Please copy every line below that contains the string "edges".

- [Material to process]
....................

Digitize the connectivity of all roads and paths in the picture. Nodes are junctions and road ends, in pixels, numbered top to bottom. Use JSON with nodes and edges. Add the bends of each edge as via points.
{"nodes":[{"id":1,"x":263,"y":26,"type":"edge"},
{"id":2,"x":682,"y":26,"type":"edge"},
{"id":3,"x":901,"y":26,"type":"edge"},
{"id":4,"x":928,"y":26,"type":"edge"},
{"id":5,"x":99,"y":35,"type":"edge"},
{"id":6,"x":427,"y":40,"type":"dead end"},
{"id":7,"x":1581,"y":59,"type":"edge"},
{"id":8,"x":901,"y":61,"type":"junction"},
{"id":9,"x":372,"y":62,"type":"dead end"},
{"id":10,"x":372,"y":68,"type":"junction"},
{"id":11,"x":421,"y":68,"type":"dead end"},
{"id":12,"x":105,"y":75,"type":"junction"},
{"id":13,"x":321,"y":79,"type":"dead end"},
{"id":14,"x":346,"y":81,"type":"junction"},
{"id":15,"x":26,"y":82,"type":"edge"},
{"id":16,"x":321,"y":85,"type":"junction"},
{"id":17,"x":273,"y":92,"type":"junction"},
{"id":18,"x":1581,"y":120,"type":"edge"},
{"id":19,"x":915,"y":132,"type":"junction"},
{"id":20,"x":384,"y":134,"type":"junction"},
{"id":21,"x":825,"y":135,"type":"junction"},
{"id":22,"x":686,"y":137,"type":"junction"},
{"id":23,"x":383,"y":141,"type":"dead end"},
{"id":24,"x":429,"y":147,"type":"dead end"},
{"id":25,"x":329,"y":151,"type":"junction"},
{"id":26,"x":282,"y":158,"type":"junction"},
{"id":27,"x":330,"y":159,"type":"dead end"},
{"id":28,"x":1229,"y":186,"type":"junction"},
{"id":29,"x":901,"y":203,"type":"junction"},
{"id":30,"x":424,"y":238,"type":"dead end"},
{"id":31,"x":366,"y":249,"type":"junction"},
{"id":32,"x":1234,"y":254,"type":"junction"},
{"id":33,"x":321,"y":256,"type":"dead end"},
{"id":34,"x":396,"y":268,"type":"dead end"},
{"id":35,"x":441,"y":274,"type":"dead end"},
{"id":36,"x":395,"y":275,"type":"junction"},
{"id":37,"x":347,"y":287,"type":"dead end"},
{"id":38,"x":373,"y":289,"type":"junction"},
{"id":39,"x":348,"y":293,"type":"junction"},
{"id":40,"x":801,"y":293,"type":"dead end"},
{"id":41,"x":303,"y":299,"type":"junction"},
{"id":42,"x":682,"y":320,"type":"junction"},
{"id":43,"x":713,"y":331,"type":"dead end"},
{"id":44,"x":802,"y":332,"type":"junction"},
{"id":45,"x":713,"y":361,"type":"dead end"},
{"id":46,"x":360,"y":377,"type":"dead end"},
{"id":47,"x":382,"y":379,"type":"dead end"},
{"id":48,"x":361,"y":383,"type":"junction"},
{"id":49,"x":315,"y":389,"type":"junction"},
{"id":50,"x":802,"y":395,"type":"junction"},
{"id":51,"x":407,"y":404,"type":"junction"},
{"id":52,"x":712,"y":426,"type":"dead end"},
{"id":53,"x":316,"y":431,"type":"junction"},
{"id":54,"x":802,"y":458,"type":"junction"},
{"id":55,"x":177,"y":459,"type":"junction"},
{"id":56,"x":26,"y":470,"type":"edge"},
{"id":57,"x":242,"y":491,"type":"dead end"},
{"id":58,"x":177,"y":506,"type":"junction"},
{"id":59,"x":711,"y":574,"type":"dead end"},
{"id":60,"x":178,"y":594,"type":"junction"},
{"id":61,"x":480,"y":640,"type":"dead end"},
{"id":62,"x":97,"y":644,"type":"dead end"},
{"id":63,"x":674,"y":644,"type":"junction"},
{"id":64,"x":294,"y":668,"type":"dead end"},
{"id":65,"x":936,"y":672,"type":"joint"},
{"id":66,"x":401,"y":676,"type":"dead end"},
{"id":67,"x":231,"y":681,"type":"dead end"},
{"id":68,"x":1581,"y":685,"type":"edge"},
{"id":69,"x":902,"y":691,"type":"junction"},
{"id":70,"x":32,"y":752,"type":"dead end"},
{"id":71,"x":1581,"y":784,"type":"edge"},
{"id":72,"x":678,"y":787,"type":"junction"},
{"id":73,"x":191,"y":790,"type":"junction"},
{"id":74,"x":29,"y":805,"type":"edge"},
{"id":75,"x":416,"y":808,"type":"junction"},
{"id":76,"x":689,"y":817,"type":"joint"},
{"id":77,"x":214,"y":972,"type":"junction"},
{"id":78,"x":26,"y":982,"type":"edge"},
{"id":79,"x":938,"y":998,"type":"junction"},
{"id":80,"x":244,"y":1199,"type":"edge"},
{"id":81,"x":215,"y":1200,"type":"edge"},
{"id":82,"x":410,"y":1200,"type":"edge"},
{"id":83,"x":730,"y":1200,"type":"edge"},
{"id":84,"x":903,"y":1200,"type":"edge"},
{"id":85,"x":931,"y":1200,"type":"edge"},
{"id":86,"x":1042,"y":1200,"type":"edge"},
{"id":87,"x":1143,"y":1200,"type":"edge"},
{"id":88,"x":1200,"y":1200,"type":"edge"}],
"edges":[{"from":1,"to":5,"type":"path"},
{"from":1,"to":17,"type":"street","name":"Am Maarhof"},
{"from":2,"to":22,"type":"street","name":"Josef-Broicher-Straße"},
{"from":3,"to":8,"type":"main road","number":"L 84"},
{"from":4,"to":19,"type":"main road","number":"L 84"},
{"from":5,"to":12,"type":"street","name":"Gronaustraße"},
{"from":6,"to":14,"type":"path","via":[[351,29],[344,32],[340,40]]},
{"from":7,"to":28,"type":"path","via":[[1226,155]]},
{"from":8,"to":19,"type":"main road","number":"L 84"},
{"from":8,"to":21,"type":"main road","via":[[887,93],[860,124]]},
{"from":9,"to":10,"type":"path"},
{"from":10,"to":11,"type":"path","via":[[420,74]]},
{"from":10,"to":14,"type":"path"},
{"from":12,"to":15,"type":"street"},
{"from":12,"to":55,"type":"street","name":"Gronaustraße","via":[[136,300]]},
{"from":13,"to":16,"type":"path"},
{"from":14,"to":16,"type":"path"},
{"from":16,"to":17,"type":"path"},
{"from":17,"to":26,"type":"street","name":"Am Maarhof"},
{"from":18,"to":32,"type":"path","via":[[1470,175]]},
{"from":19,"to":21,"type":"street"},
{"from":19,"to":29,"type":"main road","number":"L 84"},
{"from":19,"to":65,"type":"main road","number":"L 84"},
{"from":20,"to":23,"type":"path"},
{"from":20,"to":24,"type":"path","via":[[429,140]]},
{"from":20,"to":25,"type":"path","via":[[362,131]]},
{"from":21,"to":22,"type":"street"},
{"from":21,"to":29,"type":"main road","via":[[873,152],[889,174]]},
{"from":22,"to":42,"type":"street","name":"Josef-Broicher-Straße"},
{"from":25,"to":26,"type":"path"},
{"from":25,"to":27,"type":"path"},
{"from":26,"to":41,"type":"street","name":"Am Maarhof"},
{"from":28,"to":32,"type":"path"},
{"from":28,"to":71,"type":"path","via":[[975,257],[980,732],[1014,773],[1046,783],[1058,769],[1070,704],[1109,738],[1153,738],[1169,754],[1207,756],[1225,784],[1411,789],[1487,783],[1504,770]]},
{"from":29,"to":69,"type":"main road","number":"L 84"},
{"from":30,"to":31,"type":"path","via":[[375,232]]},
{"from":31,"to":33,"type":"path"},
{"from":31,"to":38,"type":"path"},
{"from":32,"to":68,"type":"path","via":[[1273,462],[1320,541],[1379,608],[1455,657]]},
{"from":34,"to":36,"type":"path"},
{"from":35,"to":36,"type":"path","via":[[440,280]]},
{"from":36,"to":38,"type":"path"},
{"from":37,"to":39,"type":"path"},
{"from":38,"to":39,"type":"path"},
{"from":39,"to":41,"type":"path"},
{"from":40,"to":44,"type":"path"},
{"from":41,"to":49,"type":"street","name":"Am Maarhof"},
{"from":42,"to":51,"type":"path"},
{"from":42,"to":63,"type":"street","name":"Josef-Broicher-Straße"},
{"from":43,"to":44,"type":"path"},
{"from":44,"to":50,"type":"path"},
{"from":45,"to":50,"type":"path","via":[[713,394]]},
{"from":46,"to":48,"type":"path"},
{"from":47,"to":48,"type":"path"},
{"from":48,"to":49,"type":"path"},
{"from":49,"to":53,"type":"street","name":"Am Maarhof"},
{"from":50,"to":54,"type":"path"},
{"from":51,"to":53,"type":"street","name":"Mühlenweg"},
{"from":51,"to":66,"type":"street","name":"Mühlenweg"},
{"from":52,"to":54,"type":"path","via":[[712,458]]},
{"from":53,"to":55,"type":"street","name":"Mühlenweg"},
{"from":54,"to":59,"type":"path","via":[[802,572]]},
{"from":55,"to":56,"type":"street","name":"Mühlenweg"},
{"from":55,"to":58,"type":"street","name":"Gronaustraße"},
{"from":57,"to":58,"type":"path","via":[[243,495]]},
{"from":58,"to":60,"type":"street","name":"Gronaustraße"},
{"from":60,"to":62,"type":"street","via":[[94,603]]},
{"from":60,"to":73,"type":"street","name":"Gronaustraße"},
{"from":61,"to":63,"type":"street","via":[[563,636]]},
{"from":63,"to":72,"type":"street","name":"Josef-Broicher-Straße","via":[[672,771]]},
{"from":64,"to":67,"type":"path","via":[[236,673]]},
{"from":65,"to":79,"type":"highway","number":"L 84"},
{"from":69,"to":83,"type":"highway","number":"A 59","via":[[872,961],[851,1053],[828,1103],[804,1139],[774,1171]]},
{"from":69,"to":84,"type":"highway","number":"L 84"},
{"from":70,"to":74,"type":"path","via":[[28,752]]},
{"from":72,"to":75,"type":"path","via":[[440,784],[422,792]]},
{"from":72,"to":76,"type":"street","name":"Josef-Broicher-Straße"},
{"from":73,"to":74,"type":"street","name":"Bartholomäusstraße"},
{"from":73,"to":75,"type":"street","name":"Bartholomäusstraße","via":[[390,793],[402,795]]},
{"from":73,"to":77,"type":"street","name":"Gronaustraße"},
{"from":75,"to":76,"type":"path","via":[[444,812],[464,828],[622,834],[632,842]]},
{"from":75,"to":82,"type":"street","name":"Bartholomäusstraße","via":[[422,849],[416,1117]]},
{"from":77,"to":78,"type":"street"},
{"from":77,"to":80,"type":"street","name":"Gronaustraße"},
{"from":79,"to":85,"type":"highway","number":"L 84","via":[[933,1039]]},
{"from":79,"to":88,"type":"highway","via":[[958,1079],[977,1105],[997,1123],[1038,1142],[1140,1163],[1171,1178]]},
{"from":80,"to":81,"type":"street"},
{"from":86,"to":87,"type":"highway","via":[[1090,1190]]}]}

....................

- [Result]
Digitize the connectivity of all roads and paths in the picture. Nodes are junctions and road ends, in pixels, numbered top to bottom. Use JSON with nodes and edges. Add the bends of each edge as via points.
"edges":[{"from":1,"to":5,"type":"path"},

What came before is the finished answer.